Anda mais uns metros e percebe-se de um
cacofónico burburinho; ao aproximar-se ouve umas palavras quaisquer vindas de
alguém conhecido, que fazia parte do monte da velha-guarda, que lhe soaram como Habeis Copus.
Olhou para o lado e para cima e lá
estava um bocado desfocado – a borracheira não dava p´ra mais - o ramo de
loureiro com as folhas já um pouco desbotadas que, num convidativo aceno
pecador o aliciava a mais um púcaro, para acabar de atestar o bandulho até ao
gargalo. Era a taberna do STJ que este explora mai’la mulher.
Um pouco desequilibrado encostou-se às
portas e, vencendo a teimosia da força das molas, entrou de rompante e
agarrou-se à primeira mesa em que tropeçou, para não cair.
Com calma santa e voz arrastada, apenas pergunta
ao casal que toma conta da chafarica.
Habeis Copus? – Ouvem-se risadas de
chacota.
Não! – Responde o STJ com voz dura, ao
ver o estado deprimente daquele desgraçado, outrora bem fincado na vida.
Agora não há pão p’ra malucos. Bai p’ra casa e num seijas casmurro.

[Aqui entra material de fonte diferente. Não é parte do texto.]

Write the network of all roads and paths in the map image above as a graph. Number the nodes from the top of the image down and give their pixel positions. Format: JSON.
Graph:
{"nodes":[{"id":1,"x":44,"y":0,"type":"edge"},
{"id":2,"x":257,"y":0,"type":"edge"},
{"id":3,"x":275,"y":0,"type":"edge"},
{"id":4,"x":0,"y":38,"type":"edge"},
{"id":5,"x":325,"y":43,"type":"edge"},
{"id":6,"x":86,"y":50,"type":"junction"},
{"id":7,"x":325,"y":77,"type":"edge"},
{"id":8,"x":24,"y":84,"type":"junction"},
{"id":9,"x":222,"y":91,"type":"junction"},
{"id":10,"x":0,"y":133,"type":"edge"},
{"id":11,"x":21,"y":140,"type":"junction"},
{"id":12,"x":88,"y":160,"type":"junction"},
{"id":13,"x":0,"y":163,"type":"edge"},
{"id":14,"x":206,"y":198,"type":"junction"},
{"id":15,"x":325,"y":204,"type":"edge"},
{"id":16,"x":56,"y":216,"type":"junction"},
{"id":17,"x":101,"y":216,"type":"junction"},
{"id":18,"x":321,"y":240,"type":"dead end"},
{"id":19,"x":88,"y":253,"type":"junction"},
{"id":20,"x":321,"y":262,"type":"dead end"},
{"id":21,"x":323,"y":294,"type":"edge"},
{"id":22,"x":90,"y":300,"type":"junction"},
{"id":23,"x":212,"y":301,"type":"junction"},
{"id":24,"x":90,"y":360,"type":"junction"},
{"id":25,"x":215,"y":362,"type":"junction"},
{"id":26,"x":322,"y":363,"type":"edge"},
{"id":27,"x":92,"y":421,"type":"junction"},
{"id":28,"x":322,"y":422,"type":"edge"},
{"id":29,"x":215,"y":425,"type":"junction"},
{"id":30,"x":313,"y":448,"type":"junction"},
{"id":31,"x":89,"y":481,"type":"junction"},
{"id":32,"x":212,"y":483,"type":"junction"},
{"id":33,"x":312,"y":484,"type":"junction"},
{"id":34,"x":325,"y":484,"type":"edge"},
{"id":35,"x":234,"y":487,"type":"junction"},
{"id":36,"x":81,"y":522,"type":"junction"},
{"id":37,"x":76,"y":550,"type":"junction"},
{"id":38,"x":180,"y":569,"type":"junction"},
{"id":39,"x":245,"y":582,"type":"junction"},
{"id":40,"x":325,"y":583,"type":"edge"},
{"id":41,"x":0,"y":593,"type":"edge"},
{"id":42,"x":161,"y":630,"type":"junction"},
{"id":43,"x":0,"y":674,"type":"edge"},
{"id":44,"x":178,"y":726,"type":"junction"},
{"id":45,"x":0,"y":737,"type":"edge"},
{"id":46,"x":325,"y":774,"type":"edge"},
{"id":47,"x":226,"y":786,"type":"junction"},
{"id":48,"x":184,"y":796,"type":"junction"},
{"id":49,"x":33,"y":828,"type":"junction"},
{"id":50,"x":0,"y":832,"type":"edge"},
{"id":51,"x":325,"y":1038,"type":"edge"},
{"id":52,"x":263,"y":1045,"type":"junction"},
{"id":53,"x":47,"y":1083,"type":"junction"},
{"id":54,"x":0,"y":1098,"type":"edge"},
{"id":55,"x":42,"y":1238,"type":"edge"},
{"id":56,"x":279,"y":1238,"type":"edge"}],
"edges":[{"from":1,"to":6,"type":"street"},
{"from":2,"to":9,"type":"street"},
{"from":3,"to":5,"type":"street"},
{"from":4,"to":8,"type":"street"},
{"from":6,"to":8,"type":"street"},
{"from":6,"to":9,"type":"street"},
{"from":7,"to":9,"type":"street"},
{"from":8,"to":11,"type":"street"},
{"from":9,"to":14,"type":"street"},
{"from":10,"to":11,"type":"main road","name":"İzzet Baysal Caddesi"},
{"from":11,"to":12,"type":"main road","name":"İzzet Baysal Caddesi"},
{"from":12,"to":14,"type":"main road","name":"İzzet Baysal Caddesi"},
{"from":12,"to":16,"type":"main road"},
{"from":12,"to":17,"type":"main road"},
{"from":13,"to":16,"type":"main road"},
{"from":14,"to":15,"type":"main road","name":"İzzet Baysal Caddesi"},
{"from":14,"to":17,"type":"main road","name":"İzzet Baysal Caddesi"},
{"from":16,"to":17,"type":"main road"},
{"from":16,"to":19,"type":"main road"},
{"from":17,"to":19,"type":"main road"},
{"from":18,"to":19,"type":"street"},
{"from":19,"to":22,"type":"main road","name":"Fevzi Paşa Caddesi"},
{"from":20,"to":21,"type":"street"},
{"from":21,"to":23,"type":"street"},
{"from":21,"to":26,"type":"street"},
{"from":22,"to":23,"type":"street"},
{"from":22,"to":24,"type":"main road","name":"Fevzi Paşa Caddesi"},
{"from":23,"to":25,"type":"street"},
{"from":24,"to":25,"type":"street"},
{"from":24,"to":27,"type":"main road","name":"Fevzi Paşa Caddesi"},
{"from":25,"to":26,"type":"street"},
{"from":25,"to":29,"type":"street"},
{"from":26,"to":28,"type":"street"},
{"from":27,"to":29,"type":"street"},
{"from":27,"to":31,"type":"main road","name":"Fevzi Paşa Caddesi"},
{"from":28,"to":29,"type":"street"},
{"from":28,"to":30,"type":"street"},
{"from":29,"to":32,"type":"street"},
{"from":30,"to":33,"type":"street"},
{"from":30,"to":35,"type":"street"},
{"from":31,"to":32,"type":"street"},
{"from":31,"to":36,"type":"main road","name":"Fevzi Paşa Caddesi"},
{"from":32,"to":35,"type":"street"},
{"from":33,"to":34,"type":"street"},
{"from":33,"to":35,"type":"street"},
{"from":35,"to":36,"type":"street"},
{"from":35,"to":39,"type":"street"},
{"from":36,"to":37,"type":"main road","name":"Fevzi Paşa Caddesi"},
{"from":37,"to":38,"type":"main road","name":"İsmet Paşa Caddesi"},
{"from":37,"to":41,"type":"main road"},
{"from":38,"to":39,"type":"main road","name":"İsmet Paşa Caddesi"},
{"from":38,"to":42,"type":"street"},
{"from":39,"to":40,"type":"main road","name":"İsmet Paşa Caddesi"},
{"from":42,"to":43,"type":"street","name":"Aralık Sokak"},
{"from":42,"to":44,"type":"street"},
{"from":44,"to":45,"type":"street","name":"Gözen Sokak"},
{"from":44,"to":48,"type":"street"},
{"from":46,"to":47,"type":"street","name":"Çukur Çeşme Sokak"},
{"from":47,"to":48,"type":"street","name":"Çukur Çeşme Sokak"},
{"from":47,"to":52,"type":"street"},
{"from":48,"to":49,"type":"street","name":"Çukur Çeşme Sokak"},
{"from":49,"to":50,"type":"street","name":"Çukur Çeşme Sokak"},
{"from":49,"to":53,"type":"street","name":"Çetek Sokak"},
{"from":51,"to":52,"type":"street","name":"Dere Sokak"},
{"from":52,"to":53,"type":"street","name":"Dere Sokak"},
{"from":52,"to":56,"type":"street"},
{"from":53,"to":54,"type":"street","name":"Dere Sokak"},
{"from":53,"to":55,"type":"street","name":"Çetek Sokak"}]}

Desalentado com a resposta de STJ e sem
nada retorquir, já muito encharcado pela zurrapa que havia ingerido, deu meia
volta, virou costas e, cobreante, rumou
para o seu pardieiro “edificado” ao fundo do quelho, procurar curar a de hoje,
para recomeçar a de amanhã.
Lá o esperava uma “velha” enxerga para
dar descanso ao corpo e ao espírito já muito causticados pela crise que ele
próprio arranjou e que agora tentava afogar na buída.
Sabia que não iria dormir descansado por
causa das companhias e dos pensamentos que lhe moíam a mioleira! Lá era também,
o domicílio de umas dezenas ou talvez centenas de pulgas, sedentas de sangue
quente e ansiosas por lhe picarem as artérias bem avinhadas das panturrilhas.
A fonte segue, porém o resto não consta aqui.